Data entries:
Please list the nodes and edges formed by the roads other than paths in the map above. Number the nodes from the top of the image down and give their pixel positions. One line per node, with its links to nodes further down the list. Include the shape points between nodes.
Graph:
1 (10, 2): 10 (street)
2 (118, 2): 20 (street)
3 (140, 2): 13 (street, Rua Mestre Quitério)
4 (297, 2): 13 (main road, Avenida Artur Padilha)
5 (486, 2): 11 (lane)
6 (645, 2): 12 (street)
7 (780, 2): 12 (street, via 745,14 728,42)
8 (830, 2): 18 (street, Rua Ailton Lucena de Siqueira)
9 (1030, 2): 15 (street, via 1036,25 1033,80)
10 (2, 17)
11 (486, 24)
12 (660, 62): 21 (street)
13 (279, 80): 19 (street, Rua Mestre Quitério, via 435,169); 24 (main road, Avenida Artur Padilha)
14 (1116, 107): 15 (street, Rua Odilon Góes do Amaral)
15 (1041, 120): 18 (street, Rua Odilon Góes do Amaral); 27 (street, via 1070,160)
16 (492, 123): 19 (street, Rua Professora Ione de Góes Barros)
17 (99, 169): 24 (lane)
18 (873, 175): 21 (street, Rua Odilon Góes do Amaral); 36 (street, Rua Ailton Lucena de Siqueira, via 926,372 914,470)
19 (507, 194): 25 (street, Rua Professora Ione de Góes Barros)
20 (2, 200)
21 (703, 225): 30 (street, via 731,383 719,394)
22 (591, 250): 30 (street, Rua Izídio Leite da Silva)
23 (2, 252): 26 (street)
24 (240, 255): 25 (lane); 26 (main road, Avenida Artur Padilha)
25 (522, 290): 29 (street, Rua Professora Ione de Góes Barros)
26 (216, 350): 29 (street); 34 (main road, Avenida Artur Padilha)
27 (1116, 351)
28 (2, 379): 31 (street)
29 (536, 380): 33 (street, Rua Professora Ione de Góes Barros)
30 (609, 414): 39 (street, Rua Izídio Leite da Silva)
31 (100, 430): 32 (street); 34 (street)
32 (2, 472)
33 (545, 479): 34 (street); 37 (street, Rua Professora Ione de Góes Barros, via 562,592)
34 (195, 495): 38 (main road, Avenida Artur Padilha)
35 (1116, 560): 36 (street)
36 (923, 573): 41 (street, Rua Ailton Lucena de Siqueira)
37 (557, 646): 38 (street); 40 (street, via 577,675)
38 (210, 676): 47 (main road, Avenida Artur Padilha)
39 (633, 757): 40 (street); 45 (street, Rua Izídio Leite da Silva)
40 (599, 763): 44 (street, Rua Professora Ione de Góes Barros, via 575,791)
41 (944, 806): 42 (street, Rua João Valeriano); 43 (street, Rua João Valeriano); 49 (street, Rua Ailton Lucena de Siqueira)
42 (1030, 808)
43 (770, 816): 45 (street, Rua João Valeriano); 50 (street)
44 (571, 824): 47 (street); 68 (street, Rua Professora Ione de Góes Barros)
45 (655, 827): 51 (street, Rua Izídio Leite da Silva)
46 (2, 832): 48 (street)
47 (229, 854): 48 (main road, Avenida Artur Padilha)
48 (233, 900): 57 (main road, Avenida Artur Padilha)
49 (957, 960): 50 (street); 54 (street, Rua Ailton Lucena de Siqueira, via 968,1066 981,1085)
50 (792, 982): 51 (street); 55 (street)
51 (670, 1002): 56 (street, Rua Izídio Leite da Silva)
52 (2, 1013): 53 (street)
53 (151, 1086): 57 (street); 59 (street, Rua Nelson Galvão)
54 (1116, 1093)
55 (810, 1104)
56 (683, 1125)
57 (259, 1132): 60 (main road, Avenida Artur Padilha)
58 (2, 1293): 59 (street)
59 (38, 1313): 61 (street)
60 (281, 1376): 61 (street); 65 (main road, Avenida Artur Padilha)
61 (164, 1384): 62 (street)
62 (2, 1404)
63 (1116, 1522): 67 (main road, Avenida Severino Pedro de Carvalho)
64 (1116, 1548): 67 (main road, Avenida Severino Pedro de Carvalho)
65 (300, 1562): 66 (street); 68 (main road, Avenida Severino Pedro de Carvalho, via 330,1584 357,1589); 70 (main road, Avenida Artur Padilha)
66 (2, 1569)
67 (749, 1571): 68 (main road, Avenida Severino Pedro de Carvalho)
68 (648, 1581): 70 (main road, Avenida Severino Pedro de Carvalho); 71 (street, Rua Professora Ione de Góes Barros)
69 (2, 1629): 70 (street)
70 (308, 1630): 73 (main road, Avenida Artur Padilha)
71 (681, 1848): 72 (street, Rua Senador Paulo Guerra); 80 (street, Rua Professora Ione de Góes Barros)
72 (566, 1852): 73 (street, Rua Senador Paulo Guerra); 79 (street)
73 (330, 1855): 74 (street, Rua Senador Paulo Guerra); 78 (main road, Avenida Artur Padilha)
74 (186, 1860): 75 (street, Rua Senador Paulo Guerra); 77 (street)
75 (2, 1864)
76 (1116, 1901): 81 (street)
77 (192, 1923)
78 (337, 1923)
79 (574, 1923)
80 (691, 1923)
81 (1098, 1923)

* _Exercise details_: Restate all of the entries above precisely.

* _Result of the exercise_:
Please list the nodes and edges formed by the roads other than paths in the map above. Number the nodes from the top of the image down and give their pixel positions. One line per node, with its links to nodes further down the list. Include the shape points between nodes.
Graph:
1 (10, 2): 10 (street)
2 (118, 2): 20 (street)
3 (140, 2): 13 (street, Rua Mestre Quitério)
4 (297, 2): 13 (main road, Avenida Artur Padilha)
5 (486, 2): 11 (lane)
6 (645, 2): 12 (street)
7 (780, 2): 12 (street, via 745,14 728,42)
8 (830, 2): 18 (street, Rua Ailton Lucena de Siqueira)
9 (1030, 2): 15 (street, via 1036,25 1033,80)
10 (2, 17)
11 (486, 24)
12 (660, 62): 21 (street)
13 (279, 80): 19 (street, Rua Mestre Quitério, via 435,169); 24 (main road, Avenida Artur Padilha)
14 (1116, 107): 15 (street, Rua Odilon Góes do Amaral)
15 (1041, 120): 18 (street, Rua Odilon Góes do Amaral); 27 (street, via 1070,160)
16 (492, 123): 19 (street, Rua Professora Ione de Góes Barros)
17 (99, 169): 24 (lane)
18 (873, 175): 21 (street, Rua Odilon Góes do Amaral); 36 (street, Rua Ailton Lucena de Siqueira, via 926,372 914,470)
19 (507, 194): 25 (street, Rua Professora Ione de Góes Barros)
20 (2, 200)
21 (703, 225): 30 (street, via 731,383 719,394)
22 (591, 250): 30 (street, Rua Izídio Leite da Silva)
23 (2, 252): 26 (street)
24 (240, 255): 25 (lane); 26 (main road, Avenida Artur Padilha)
25 (522, 290): 29 (street, Rua Professora Ione de Góes Barros)
26 (216, 350): 29 (street); 34 (main road, Avenida Artur Padilha)
27 (1116, 351)
28 (2, 379): 31 (street)
29 (536, 380): 33 (street, Rua Professora Ione de Góes Barros)
30 (609, 414): 39 (street, Rua Izídio Leite da Silva)
31 (100, 430): 32 (street); 34 (street)
32 (2, 472)
33 (545, 479): 34 (street); 37 (street, Rua Professora Ione de Góes Barros, via 562,592)
34 (195, 495): 38 (main road, Avenida Artur Padilha)
35 (1116, 560): 36 (street)
36 (923, 573): 41 (street, Rua Ailton Lucena de Siqueira)
37 (557, 646): 38 (street); 40 (street, via 577,675)
38 (210, 676): 47 (main road, Avenida Artur Padilha)
39 (633, 757): 40 (street); 45 (street, Rua Izídio Leite da Silva)
40 (599, 763): 44 (street, Rua Professora Ione de Góes Barros, via 575,791)
41 (944, 806): 42 (street, Rua João Valeriano); 43 (street, Rua João Valeriano); 49 (street, Rua Ailton Lucena de Siqueira)
42 (1030, 808)
43 (770, 816): 45 (street, Rua João Valeriano); 50 (street)
44 (571, 824): 47 (street); 68 (street, Rua Professora Ione de Góes Barros)
45 (655, 827): 51 (street, Rua Izídio Leite da Silva)
46 (2, 832): 48 (street)
47 (229, 854): 48 (main road, Avenida Artur Padilha)
48 (233, 900): 57 (main road, Avenida Artur Padilha)
49 (957, 960): 50 (street); 54 (street, Rua Ailton Lucena de Siqueira, via 968,1066 981,1085)
50 (792, 982): 51 (street); 55 (street)
51 (670, 1002): 56 (street, Rua Izídio Leite da Silva)
52 (2, 1013): 53 (street)
53 (151, 1086): 57 (street); 59 (street, Rua Nelson Galvão)
54 (1116, 1093)
55 (810, 1104)
56 (683, 1125)
57 (259, 1132): 60 (main road, Avenida Artur Padilha)
58 (2, 1293): 59 (street)
59 (38, 1313): 61 (street)
60 (281, 1376): 61 (street); 65 (main road, Avenida Artur Padilha)
61 (164, 1384): 62 (street)
62 (2, 1404)
63 (1116, 1522): 67 (main road, Avenida Severino Pedro de Carvalho)
64 (1116, 1548): 67 (main road, Avenida Severino Pedro de Carvalho)
65 (300, 1562): 66 (street); 68 (main road, Avenida Severino Pedro de Carvalho, via 330,1584 357,1589); 70 (main road, Avenida Artur Padilha)
66 (2, 1569)
67 (749, 1571): 68 (main road, Avenida Severino Pedro de Carvalho)
68 (648, 1581): 70 (main road, Avenida Severino Pedro de Carvalho); 71 (street, Rua Professora Ione de Góes Barros)
69 (2, 1629): 70 (street)
70 (308, 1630): 73 (main road, Avenida Artur Padilha)
71 (681, 1848): 72 (street, Rua Senador Paulo Guerra); 80 (street, Rua Professora Ione de Góes Barros)
72 (566, 1852): 73 (street, Rua Senador Paulo Guerra); 79 (street)
73 (330, 1855): 74 (street, Rua Senador Paulo Guerra); 78 (main road, Avenida Artur Padilha)
74 (186, 1860): 75 (street, Rua Senador Paulo Guerra); 77 (street)
75 (2, 1864)
76 (1116, 1901): 81 (street)
77 (192, 1923)
78 (337, 1923)
79 (574, 1923)
80 (691, 1923)
81 (1098, 1923)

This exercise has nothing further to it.